Wednesday, November 4, 2009
Convention Center, Exhibit Hall BC, Second Floor
Tannins enter soil systems via rainfall through the leaf canopy, leaf litter decomposition, and root exudation and decomposition. For tannins released into soils, the relative importance of sorption to soil; chemical reactions with soil minerals; and biological decomposition is unknown. Determining the sorption kinetics and capacity of soils for polyphenolics is an important facet of understanding the fate and effects of tannins in natural systems. We added aqueous solutions of chemically well-defined polyphenolics to samples of pasture soil (Ultisol), centrifuged, and determined the specific polyphenolics by HPLC with UV detection. We found that all of the phenolics tested follow the Freundlich isotherm, but the capacity of soil to bind tannin and the kinetic of binding varies for different tannins.

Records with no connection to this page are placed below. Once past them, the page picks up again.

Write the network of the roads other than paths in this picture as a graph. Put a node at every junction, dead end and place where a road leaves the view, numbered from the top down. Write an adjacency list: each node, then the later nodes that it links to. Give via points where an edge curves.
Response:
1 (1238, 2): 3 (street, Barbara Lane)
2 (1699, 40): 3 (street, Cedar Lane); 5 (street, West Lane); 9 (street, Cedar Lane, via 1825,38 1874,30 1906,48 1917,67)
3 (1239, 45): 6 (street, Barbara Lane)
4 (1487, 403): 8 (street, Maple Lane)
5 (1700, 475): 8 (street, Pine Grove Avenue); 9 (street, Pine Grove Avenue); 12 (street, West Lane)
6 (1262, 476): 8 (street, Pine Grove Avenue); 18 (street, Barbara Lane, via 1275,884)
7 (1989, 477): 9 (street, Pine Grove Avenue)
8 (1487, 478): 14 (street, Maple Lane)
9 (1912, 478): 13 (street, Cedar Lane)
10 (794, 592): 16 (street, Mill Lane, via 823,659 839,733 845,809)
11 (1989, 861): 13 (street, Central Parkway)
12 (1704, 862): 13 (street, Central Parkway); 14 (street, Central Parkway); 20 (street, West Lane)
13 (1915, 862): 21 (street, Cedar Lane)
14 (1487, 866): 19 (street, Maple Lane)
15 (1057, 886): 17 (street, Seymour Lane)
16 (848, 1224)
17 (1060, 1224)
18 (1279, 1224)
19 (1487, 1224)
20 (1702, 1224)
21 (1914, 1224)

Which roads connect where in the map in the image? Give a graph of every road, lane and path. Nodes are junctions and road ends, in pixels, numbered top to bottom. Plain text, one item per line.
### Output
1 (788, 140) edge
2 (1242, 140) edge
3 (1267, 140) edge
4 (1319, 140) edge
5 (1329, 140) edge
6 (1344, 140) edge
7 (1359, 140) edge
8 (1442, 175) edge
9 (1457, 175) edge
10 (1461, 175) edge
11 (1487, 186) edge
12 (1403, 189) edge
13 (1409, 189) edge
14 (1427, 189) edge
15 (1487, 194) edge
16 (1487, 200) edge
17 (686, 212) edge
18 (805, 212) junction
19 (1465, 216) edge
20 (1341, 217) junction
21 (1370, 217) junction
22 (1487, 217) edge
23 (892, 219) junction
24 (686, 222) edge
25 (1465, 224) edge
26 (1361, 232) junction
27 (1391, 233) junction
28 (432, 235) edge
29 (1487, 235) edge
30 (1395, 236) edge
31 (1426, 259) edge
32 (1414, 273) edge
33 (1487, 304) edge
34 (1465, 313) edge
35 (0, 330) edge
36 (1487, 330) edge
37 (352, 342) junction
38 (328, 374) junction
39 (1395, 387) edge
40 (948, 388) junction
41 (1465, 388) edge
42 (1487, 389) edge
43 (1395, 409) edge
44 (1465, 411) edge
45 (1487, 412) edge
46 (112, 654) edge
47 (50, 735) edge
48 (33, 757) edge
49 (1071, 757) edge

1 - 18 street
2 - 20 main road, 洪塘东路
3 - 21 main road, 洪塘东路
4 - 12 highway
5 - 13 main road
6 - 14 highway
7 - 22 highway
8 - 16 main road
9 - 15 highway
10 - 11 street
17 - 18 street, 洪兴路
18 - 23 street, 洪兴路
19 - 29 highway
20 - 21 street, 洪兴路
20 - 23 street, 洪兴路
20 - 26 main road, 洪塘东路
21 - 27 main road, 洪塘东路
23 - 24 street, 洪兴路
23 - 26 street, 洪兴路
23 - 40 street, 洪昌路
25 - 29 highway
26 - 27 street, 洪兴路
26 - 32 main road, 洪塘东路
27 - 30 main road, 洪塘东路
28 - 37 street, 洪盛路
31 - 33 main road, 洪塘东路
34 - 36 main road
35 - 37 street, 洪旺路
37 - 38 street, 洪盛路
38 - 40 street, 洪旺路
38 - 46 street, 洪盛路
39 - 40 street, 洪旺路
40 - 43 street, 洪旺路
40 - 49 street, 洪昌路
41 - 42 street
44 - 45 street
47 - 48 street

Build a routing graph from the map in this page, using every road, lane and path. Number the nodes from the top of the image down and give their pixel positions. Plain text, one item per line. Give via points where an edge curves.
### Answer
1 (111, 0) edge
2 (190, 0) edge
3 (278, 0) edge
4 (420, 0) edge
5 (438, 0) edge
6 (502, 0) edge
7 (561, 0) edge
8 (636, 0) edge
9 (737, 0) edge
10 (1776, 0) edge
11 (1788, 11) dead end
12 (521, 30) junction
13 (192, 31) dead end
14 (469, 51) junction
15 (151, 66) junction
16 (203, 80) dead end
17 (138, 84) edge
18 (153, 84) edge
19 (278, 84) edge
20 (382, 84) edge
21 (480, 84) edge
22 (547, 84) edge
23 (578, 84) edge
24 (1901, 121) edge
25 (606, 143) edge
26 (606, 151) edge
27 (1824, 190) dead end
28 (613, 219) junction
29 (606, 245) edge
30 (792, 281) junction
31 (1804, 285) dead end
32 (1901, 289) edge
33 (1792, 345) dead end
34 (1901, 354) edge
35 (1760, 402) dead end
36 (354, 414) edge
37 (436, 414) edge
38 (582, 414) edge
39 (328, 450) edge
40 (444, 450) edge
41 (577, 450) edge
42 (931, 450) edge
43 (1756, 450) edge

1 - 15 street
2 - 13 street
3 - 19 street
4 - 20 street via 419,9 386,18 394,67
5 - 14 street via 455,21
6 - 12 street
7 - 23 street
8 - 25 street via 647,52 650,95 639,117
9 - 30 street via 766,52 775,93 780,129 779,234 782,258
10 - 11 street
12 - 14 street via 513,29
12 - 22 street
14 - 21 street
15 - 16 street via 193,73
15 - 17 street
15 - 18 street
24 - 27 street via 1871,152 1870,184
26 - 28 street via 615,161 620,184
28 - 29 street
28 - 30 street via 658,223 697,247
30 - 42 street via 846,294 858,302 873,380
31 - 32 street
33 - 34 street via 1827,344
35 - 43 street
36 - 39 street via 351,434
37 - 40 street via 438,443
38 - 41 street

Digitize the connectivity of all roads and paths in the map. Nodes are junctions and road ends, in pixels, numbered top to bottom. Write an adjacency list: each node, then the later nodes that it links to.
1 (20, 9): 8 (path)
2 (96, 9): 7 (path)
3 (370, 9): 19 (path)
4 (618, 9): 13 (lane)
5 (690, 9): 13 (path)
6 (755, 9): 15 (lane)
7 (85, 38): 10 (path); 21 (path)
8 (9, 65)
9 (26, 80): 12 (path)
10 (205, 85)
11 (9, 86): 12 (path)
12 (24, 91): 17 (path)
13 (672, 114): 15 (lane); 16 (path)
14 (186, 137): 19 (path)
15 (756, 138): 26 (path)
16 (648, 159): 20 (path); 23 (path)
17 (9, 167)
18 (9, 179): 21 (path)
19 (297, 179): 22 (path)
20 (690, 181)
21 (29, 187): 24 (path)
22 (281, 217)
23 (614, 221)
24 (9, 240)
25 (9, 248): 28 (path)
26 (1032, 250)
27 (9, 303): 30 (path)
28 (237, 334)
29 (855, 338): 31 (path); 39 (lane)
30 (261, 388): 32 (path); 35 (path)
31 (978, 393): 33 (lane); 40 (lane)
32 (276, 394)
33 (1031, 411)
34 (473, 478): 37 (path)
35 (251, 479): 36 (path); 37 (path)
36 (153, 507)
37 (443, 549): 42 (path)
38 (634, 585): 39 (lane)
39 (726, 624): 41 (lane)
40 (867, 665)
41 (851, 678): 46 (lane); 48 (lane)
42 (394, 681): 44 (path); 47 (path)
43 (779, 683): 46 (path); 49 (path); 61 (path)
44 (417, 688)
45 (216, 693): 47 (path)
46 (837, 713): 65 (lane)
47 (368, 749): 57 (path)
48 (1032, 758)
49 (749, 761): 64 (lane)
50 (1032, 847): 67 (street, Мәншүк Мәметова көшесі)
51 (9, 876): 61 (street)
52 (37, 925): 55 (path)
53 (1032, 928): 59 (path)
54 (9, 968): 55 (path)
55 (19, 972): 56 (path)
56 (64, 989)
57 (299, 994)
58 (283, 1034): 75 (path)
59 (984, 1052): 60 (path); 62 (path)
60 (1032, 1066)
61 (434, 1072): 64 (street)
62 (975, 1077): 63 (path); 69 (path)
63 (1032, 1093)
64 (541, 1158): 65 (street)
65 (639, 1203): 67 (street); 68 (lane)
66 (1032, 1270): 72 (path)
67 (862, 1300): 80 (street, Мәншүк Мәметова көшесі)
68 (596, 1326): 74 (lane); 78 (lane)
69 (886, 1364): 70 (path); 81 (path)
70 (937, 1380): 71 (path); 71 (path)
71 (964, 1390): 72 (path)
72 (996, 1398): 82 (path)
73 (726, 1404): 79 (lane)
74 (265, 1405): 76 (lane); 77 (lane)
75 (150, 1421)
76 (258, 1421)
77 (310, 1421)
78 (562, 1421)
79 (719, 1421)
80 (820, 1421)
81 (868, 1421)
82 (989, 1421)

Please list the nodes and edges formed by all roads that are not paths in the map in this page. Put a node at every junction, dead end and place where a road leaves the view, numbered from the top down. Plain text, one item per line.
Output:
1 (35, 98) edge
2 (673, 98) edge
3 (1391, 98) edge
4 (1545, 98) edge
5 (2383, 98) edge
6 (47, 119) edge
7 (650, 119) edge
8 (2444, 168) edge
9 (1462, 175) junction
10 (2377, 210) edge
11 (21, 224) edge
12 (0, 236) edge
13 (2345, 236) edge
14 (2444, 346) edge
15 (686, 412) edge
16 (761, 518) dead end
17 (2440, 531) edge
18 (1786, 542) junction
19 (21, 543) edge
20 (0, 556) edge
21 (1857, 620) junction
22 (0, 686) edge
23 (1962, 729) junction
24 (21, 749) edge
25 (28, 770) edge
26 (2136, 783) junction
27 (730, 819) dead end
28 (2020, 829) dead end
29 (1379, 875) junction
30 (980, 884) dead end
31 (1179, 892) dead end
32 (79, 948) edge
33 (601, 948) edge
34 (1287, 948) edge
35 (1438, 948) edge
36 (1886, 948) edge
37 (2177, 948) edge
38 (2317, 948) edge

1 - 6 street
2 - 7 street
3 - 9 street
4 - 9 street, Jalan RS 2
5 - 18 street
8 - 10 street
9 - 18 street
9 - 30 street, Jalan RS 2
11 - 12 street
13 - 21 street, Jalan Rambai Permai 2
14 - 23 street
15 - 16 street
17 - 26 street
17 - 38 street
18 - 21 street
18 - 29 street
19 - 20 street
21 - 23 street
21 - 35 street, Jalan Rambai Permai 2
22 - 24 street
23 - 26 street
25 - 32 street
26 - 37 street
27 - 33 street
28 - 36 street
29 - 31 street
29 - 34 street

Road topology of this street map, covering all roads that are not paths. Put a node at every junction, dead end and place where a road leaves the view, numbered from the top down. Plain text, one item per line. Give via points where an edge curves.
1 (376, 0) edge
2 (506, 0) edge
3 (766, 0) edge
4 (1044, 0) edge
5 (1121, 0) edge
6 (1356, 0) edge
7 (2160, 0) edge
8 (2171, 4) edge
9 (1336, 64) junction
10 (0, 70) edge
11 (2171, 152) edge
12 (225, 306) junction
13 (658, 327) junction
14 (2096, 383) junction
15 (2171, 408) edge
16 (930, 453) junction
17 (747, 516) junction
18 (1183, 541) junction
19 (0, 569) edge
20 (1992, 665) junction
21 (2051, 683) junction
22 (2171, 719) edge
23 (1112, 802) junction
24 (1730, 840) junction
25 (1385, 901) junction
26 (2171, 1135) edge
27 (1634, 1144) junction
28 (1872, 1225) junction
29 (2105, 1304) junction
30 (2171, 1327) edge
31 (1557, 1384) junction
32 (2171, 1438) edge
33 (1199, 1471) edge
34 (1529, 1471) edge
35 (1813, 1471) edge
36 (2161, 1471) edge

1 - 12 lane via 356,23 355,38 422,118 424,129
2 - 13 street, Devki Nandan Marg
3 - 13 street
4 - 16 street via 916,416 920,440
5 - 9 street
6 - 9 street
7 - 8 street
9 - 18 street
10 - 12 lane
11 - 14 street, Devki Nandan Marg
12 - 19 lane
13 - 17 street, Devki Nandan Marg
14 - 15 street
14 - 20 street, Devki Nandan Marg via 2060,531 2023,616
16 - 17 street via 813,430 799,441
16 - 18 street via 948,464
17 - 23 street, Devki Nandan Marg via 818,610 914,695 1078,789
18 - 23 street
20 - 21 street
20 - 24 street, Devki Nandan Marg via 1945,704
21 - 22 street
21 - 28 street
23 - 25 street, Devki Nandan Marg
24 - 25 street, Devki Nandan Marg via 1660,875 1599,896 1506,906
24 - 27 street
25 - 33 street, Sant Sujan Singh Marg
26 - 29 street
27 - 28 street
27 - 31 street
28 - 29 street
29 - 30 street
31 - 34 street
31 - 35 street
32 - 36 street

We found that the binding capacity differences depend on structural features such as hydrophopicity. For example, up to 11 mg of epigallcatechin gallate (EGCG) is bound per g of soil but only 4 mg of methyl gallate is bound per g soil. EGCG is more hydrophobic (Kow 6.0) than methyl gallate (Kow 1.4), so the higher capacity of the soil for the EGCG suggests nonpolar interactions play a role in sorption. Kinetics of binding to soil can also range from relatively slow for phenolics such as EGCG, which reached equilibrium after about 400 min of shaking; to relatively fast for other compounds such as methyl gallate, which reached equilibrium within 150 min of shaking. The next step in our study will be to develop conditions to remove bound tannin from soil. The combined results from sorption and desorption studies will improve our understanding of how tannins influence soil chemical processes.